Wednesday, January 4, 2012

cd 5

here we go, cycle #3, this will be the second clomid cycle. this will be the last cycle where we have 2 readily available vials of sperm. if we are unsuccessful in this cycle, which i dont even want to think about, we will only have one vial left of our sperm donor. i think my next option would be to contact the sperm bank to see if they have any on reserve for families who have already conceived with a particular donor, or if they might be able to contact the donor to see if he would be willing to donate additional sperm. that seems like such a headache. i really hope that we dont get to that point. i would love for this to be our successful cycle. you know what they say, third times a charm, right?

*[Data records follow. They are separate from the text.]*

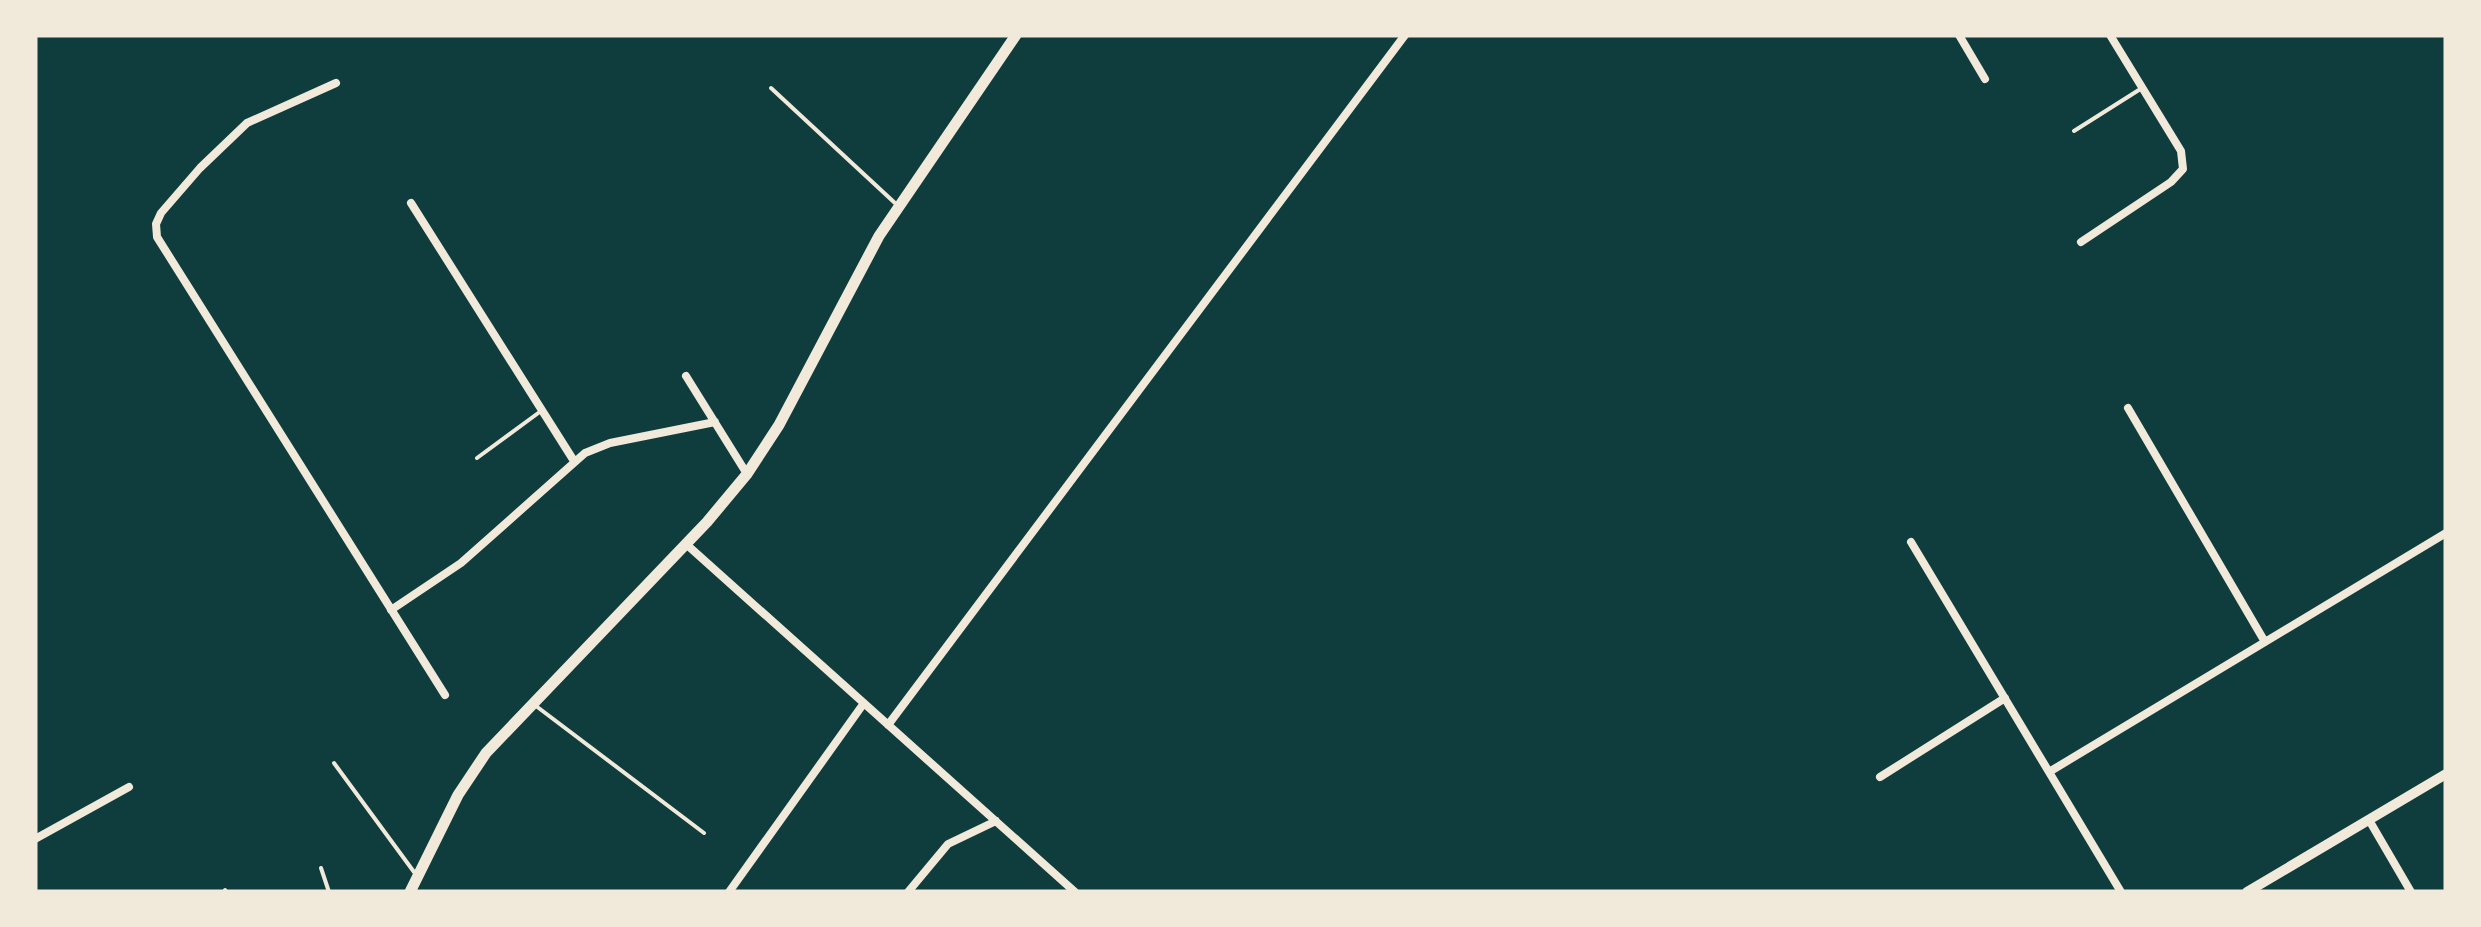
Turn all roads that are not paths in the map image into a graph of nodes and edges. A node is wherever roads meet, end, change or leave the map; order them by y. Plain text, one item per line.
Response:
1 (1016, 35) edge
2 (1405, 35) edge
3 (1959, 35) edge
4 (2110, 35) edge
5 (1985, 79) dead end
6 (336, 83) dead end
7 (771, 88) dead end
8 (2142, 88) junction
9 (2074, 131) dead end
10 (411, 203) dead end
11 (898, 206) junction
12 (2082, 242) dead end
13 (686, 376) dead end
14 (2128, 408) dead end
15 (542, 410) junction
16 (715, 422) junction
17 (477, 458) dead end
18 (574, 461) junction
19 (747, 474) junction
20 (2446, 533) edge
21 (1912, 542) dead end
22 (686, 544) junction
23 (391, 610) junction
24 (2265, 642) junction
25 (445, 695) dead end
26 (2005, 698) junction
27 (532, 702) junction
28 (864, 704) junction
29 (888, 725) junction
30 (334, 764) dead end
31 (2049, 772) junction
32 (2446, 774) edge
33 (1880, 777) dead end
34 (129, 788) dead end
35 (2368, 820) junction
36 (996, 822) junction
37 (704, 832) dead end
38 (35, 840) edge
39 (321, 868) dead end
40 (417, 876) junction
41 (329, 892) edge
42 (410, 892) edge
43 (728, 892) edge
44 (908, 892) edge
45 (1075, 892) edge
46 (2121, 892) edge
47 (2247, 892) edge
48 (2411, 892) edge

1 - 11 main road
2 - 29 street
3 - 5 street
4 - 8 street
6 - 23 street
7 - 11 lane
8 - 9 lane
8 - 12 street
10 - 15 street
11 - 19 main road
13 - 16 street
14 - 24 street
15 - 17 lane
15 - 18 street
16 - 18 street
16 - 19 street
18 - 23 street
19 - 22 main road
20 - 24 street
21 - 26 street
22 - 27 main road
22 - 28 street
23 - 25 street
24 - 31 street
26 - 31 street
26 - 33 street
27 - 37 lane
27 - 40 main road
28 - 29 street
28 - 43 street
29 - 36 street
30 - 40 lane
31 - 46 street
32 - 35 street
34 - 38 street
35 - 47 street
35 - 48 street
36 - 44 street
36 - 45 street
39 - 41 lane
40 - 42 main road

so i went in this morning to have my bloods drawn and to have another endovaginal sonogram. i was thrilled because i was concerned that the clomid would cause me to develop unwanted cysts, given my endometriosis, i was really fearful that any medication that had the potential to mess me up, would. im very thankful that it hasnt at this point. i will be taking 50mg of clomid for the next 5 days, and filling my ovidrel prescription once again. for some reason my wonderful, and i do mean wonderful, insurance coverage always refuses to cover it even though i have a pica card that is supposed to specifically cover injectables. whatever. its just so crazy. i have great insurance, but with all of the copays, this process really adds up.

anyway, getting the "baby" who is now 16 months old, baptized on sunday at the church that we love. hooray. happy and healthy new year to everyone.